Although many destinations around the world encourage haggling, in London this is not a practice that is very common. In fact, most British people will shy away entirely from discussions of price, preferring instead to simply pay up and move on.
That being said, there are bargains to be had in certain places if you are prepared to haggle. Markets are the number one hotspot for this, with most market traders willing to consider a small drop in price if you are buying more than one item. Or you could try asking for a little extra for free.
You may also be able to haggle with small companies offering tours - if you are in a big group you could try asking for one person to go free, for example. Don't be surprised though if people are not receptive to haggling in London, it is rarely seen and you should expect to pay the marked price in almost all instances.
Haggling is not common practice in London, or the UK at large, and trying to negotiate a discount at a fashion shop, restaurant, tourist attraction or taxi stand will usually result in a great deal of confusion and embarrassment.

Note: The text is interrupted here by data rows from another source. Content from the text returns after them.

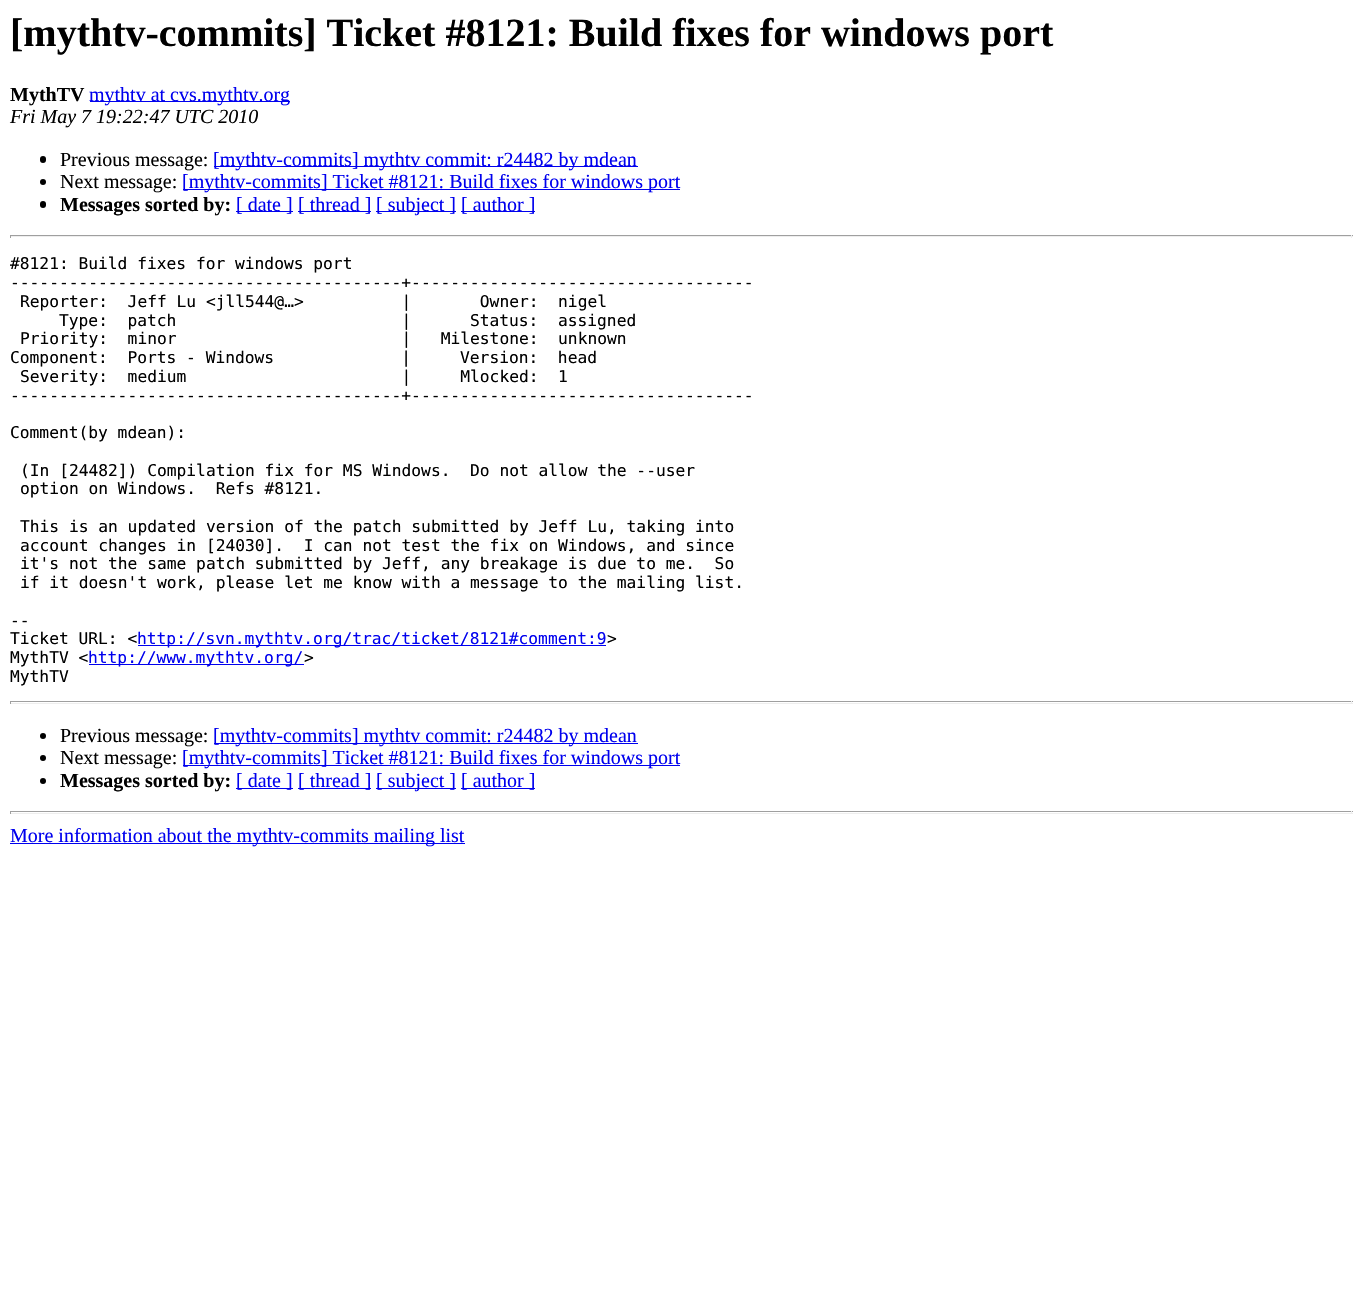 #include "include/core/SkBlurTypes.h"
#include "include/core/SkCanvas.h"
#include "include/core/SkData.h"
#include "include/core/SkFont.h"
#include "include/core/SkFontMgr.h"
#include "include/core/SkImage.h"
#include "include/core/SkMaskFilter.h"
#include "include/core/SkPaint.h"
#include "include/core/SkPathBuilder.h"
#include "include/core/SkTextBlob.h"
#include "include/effects/SkDashPathEffect.h"
#include "include/effects/SkGradientShader.h"
#include "include/utils/SkParsePath.h"

extern sk_sp<SkFontMgr> fontMgr;

void draw(SkCanvas* canvas) {
    SkPaint p;
    p.setAntiAlias(true);
    auto font = [&](const char* family, int weight, float size, bool italic = false) {
        SkFontStyle style(weight, SkFontStyle::kNormal_Width,
            italic ? SkFontStyle::kItalic_Slant : SkFontStyle::kUpright_Slant);
        SkFont result(fontMgr->matchFamilyStyle(family, style), size);
        result.setSubpixel(true);
        return result;
    };
    canvas->clear(0xFFFFFFFF);
    auto font1 = font("Liberation Serif", 700, 40);
    p.setColor(0xFF000000);
    canvas->drawString("[mythtv-commits] Ticket #8121: Build fixes for windows port", 10, 46, font1, p);
    auto font2 = font("Liberation Serif", 700, 20);
    canvas->drawString("MythTV", 10, 101, font2, p);
    p.setColor(0xFF0000EE);
    canvas->drawRect(SkRect::MakeLTRB(90, 101, 290, 102), p);
    auto font3 = font("Liberation Serif", 400, 20);
    canvas->drawString("mythtv at cvs.mythtv.org", 89, 101, font3, p);
    auto font4 = font("Liberation Serif", 400, 20, true);
    p.setColor(0xFF000000);
    canvas->drawString("Fri May 7 19:22:47 UTC 2010", 10, 123, font4, p);
    canvas->drawRoundRect(SkRect::MakeLTRB(40, 156, 46, 163), 3, 3, p);
    canvas->drawString("Previous message:", 60, 166, font3, p);
    p.setColor(0xFF0000EE);
    canvas->drawRect(SkRect::MakeLTRB(214, 166, 638, 167), p);
    canvas->drawString("[mythtv-commits] mythtv commit: r24482 by mdean", 213, 166, font3, p);
    p.setColor(0xFF000000);
    canvas->drawCircle(43, 182, 3, p);
    canvas->drawString("Next message:", 60, 188, font3, p);
    p.setColor(0xFF0000EE);
    canvas->drawRect(SkRect::MakeLTRB(183, 189, 680, 190), p);
    canvas->drawString("[mythtv-commits] Ticket #8121: Build fixes for windows port", 182, 188, font3, p);
    p.setColor(0xFF000000);
    canvas->drawRoundRect(SkRect::MakeLTRB(40, 201, 46, 208), 3, 3, p);
    canvas->drawString("Messages sorted by:", 60, 211, font2, p);
    p.setColor(0xFF0000EE);
    canvas->drawRect(SkRect::MakeLTRB(236, 211, 293, 212), p);
    canvas->drawString("[ date ]", 236, 211, font3, p);
    canvas->drawRect(SkRect::MakeLTRB(298, 211, 371, 212), p);
    canvas->drawString("[ thread ]", 298, 211, font3, p);
    canvas->drawRect(SkRect::MakeLTRB(376, 211, 456, 212), p);
    canvas->drawString("[ subject ]", 376, 211, font3, p);
    canvas->drawRect(SkRect::MakeLTRB(461, 211, 535, 212), p);
    canvas->drawString("[ author ]", 461, 211, font3, p);
    {
        const struct { float l, t, r, b; SkColor color; } items[] = {
            {10, 235, 1353, 236, 0xFF9F9F9F},
            {1351, 235, 1352, 238, 0xFFEEEEEE},
            {10, 236, 1353, 237, 0xFFEEEEEE},
            {10, 235, 11, 238, 0xFF9F9F9F},
        };
        for (auto [l, t, r, b, color] : items) {
            p.setColor(color);
            canvas->drawRect(SkRect::MakeLTRB(l, t, r, b), p);
        }
    }
    auto font5 = font("DejaVu Sans Mono", 400, 16.25f);
    p.setColor(0xFF000000);
    {
        const struct { const char* s; float x, y; } items[] = {
            {"#8121: Build fixes for windows port", 10, 269},
            {"----------------------------------------+-----------------------------------", 10, 288},
            {"Reporter:  Jeff Lu <jll544@…>          |       Owner:  nigel", 20, 307},
            {"Type:  patch                       |      Status:  assigned", 59, 326},
            {"Priority:  minor                       |   Milestone:  unknown", 20, 344},
            {"Component:  Ports - Windows             |     Version:  head", 10, 363},
            {"Severity:  medium                      |     Mlocked:  1", 20, 382},
            {"----------------------------------------+-----------------------------------", 10, 401},
            {"Comment(by mdean):", 10, 438},
            {"(In [24482]) Compilation fix for MS Windows.  Do not allow the --user", 20, 476},
            {"option on Windows.  Refs #8121.", 20, 494},
            {"This is an updated version of the patch submitted by Jeff Lu, taking into", 20, 532},
            {"account changes in [24030].  I can not test the fix on Windows, and since", 20, 551},
            {"it's not the same patch submitted by Jeff, any breakage is due to me.  So", 20, 569},
            {"if it doesn't work, please let me know with a message to the mailing list.", 20, 588},
            {"--", 10, 626},
            {"Ticket URL: <", 10, 644},
        };
        for (auto [s, x, y] : items) {
            canvas->drawString(s, x, y, font5, p);
        }
    }
    p.setColor(0xFF0000EE);
    canvas->drawRect(SkRect::MakeLTRB(138, 645, 606, 646), p);
    canvas->drawString("http://svn.mythtv.org/trac/ticket/8121#comment:9", 137, 644, font5, p);
    p.setColor(0xFF000000);
    canvas->drawString(">", 607, 644, font5, p);
    canvas->drawString("MythTV <", 10, 663, font5, p);
    p.setColor(0xFF0000EE);
    canvas->drawRect(SkRect::MakeLTRB(89, 664, 304, 665), p);
    canvas->drawString("http://www.mythtv.org/", 88, 663, font5, p);
    p.setColor(0xFF000000);
    canvas->drawString(">", 304, 663, font5, p);
    canvas->drawString("MythTV", 10, 682, font5, p);
    {
        const struct { float l, t, r, b; SkColor color; } items[] = {
            {10, 701, 1353, 702, 0xFF9F9F9F},
            {1351, 701, 1352, 704, 0xFFEEEEEE},
            {10, 703, 1353, 704, 0xFFEEEEEE},
            {10, 701, 11, 704, 0xFF9F9F9F},
        };
        for (auto [l, t, r, b, color] : items) {
            p.setColor(color);
            canvas->drawRect(SkRect::MakeLTRB(l, t, r, b), p);
        }
    }
    p.setColor(0xFF000000);
    canvas->drawCircle(43, 736, 3, p);
    canvas->drawString("Previous message:", 60, 742, font3, p);
    p.setColor(0xFF0000EE);
    canvas->drawRect(SkRect::MakeLTRB(214, 743, 638, 744), p);
    canvas->drawString("[mythtv-commits] mythtv commit: r24482 by mdean", 213, 742, font3, p);
    p.setColor(0xFF000000);
    canvas->drawCircle(43, 758, 3, p);
    canvas->drawString("Next message:", 60, 764, font3, p);
    p.setColor(0xFF0000EE);
    canvas->drawRect(SkRect::MakeLTRB(183, 765, 680, 766), p);
    canvas->drawString("[mythtv-commits] Ticket #8121: Build fixes for windows port", 182, 764, font3, p);
    p.setColor(0xFF000000);
    canvas->drawCircle(43, 781, 3, p);
    canvas->drawString("Messages sorted by:", 60, 787, font2, p);
    p.setColor(0xFF0000EE);
    canvas->drawRect(SkRect::MakeLTRB(236, 788, 293, 789), p);
    canvas->drawString("[ date ]", 236, 787, font3, p);
    canvas->drawRect(SkRect::MakeLTRB(298, 788, 371, 789), p);
    canvas->drawString("[ thread ]", 298, 787, font3, p);
    canvas->drawRect(SkRect::MakeLTRB(376, 788, 456, 789), p);
    canvas->drawString("[ subject ]", 376, 787, font3, p);
    canvas->drawRect(SkRect::MakeLTRB(461, 788, 535, 789), p);
    canvas->drawString("[ author ]", 461, 787, font3, p);
    {
        const struct { float l, t, r, b; SkColor color; } items[] = {
            {10, 811, 1353, 812, 0xFF9F9F9F},
            {1351, 811, 1352, 814, 0xFFEEEEEE},
            {10, 813, 1353, 814, 0xFFEEEEEE},
            {10, 811, 11, 814, 0xFF9F9F9F},
            {10, 843, 465, 844, 0xFF0000EE},
        };
        for (auto [l, t, r, b, color] : items) {
            p.setColor(color);
            canvas->drawRect(SkRect::MakeLTRB(l, t, r, b), p);
        }
    }
    canvas->drawString("More information about the mythtv-commits mailing list", 10, 842, font3, p);
} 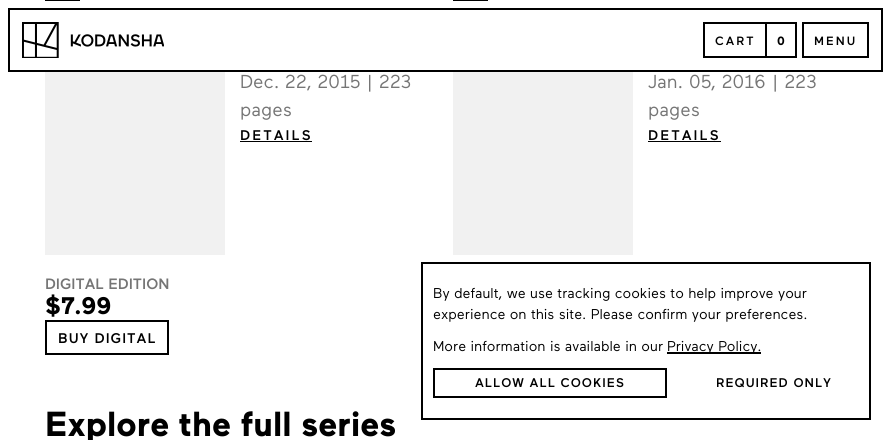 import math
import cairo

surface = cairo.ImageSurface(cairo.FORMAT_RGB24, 891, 440)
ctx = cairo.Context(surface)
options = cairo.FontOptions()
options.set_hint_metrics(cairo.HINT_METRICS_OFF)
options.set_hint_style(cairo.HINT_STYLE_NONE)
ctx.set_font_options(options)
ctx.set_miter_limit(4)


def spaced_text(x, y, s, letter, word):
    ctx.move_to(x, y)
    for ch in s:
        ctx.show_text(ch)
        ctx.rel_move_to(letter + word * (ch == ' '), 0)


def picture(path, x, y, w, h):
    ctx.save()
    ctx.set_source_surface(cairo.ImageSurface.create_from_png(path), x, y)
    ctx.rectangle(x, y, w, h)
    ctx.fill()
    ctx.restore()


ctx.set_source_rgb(1, 1, 1)
ctx.paint()
ctx.rectangle(9, 9, 873, 62)
ctx.set_source_rgb(0, 0, 0)
ctx.stroke()
picture("img1.png", 22, 22, 142, 36)
ctx.rectangle(704, 23, 62, 34)
ctx.stroke()
ctx.select_font_face("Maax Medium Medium")
ctx.set_font_size(12)
spaced_text(715, 45, "CART", 2, 0)
ctx.rectangle(767, 22, 30, 2)
ctx.fill()
ctx.rectangle(795, 22, 2, 36)
ctx.fill()
ctx.rectangle(767, 56, 30, 2)
ctx.fill()
ctx.select_font_face("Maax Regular", cairo.FONT_SLANT_NORMAL, cairo.FONT_WEIGHT_BOLD)
ctx.move_to(777, 45)
ctx.show_text("0")
ctx.rectangle(803, 23, 65, 34)
ctx.stroke()
ctx.select_font_face("Maax Medium Medium")
spaced_text(814, 45, "MENU", 2, 0)
ctx.rectangle(46, -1, 33, 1)
ctx.stroke()
ctx.set_source_rgb(0.945, 0.945, 0.945)
ctx.rectangle(45, 72, 180, 183)
ctx.fill()
ctx.select_font_face("Maax Regular")
ctx.set_font_size(18.75)
ctx.set_source_rgb(0.459, 0.459, 0.459)
ctx.move_to(240, 88)
ctx.show_text("Dec. 22, 2015 | 223")
ctx.move_to(240, 116)
ctx.show_text("pages")
ctx.select_font_face("Maax Medium Medium")
ctx.set_font_size(14)
ctx.set_source_rgb(0, 0, 0)
spaced_text(240, 140, "DETAILS", 2, 0)
ctx.rectangle(240, 141, 72, 1)
ctx.fill()
ctx.set_font_size(15)
ctx.set_source_rgb(0.459, 0.459, 0.459)
ctx.move_to(45, 289)
ctx.show_text("DIGITAL EDITION")
ctx.select_font_face("Maax Regular", cairo.FONT_SLANT_NORMAL, cairo.FONT_WEIGHT_BOLD)
ctx.set_font_size(24)
ctx.set_source_rgb(0, 0, 0)
ctx.move_to(45, 314)
ctx.show_text("$7.99")
ctx.rectangle(46, 321, 122, 33)
ctx.stroke()
ctx.select_font_face("Maax Medium Medium")
ctx.set_font_size(14)
spaced_text(58, 343, "BUY DIGITAL", 1, 0)
ctx.rectangle(454, -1, 33, 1)
ctx.stroke()
ctx.set_source_rgb(0.945, 0.945, 0.945)
ctx.rectangle(453, 72, 180, 183)
ctx.fill()
ctx.select_font_face("Maax Regular")
ctx.set_font_size(18.75)
ctx.set_source_rgb(0.459, 0.459, 0.459)
ctx.move_to(648, 88)
ctx.show_text("Jan. 05, 2016 | 223")
ctx.move_to(648, 116)
ctx.show_text("pages")
ctx.select_font_face("Maax Medium Medium")
ctx.set_font_size(14)
ctx.set_source_rgb(0, 0, 0)
spaced_text(648, 140, "DETAILS", 2, 0)
ctx.rectangle(648, 141, 73, 1)
ctx.fill()
ctx.rectangle(422, 263, 448, 156)
ctx.stroke()
ctx.select_font_face("Maax Regular")
ctx.set_font_size(14.25)
ctx.move_to(433, 298)
ctx.show_text("By default, we use tracking cookies to help improve your")
ctx.move_to(433, 319)
ctx.show_text("experience on this site. Please confirm your preferences.")
ctx.move_to(433, 351)
ctx.show_text("More information is available in our")
ctx.rectangle(667, 352, 94, 2)
ctx.fill()
ctx.move_to(667, 351)
ctx.show_text("Privacy Policy.")
ctx.rectangle(434, 369, 232, 28)
ctx.stroke()
ctx.select_font_face("Maax Medium Medium")
ctx.set_font_size(12.6)
spaced_text(475, 387, "ALLOW ALL COOKIES", 1, 0)
spaced_text(716, 387, "REQUIRED ONLY", 1, 0)
ctx.select_font_face("Maax Regular", cairo.FONT_SLANT_NORMAL, cairo.FONT_WEIGHT_BOLD)
ctx.set_font_size(34.75)
ctx.move_to(45, 436)
ctx.show_text("Explore the full series")
surface.write_to_png("page.png")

However, the big exception to this rule is when we're talking about markets. While some stalls will have a strict fixed price policy, others will be open to bulk discounts when purchasing multiple items, with a few even willing to negotiate the listed price on individual items (particularly those of indeterminate value, such as antiques). If you are unsure of a vendor's stance on haggling, and don't want to ask outright, the best approach is to mutter a few understated lamentations to yourself along the lines of, “Oh dear, it's a little expensive” or “That's just above my budget.” You'll soon learn whether they are open to reduced offers.
But, if you are purchasing listed-price items from an independent retailer — such as a jeweler or an antiques dealer — you may secure a discount by offering to pay in cash.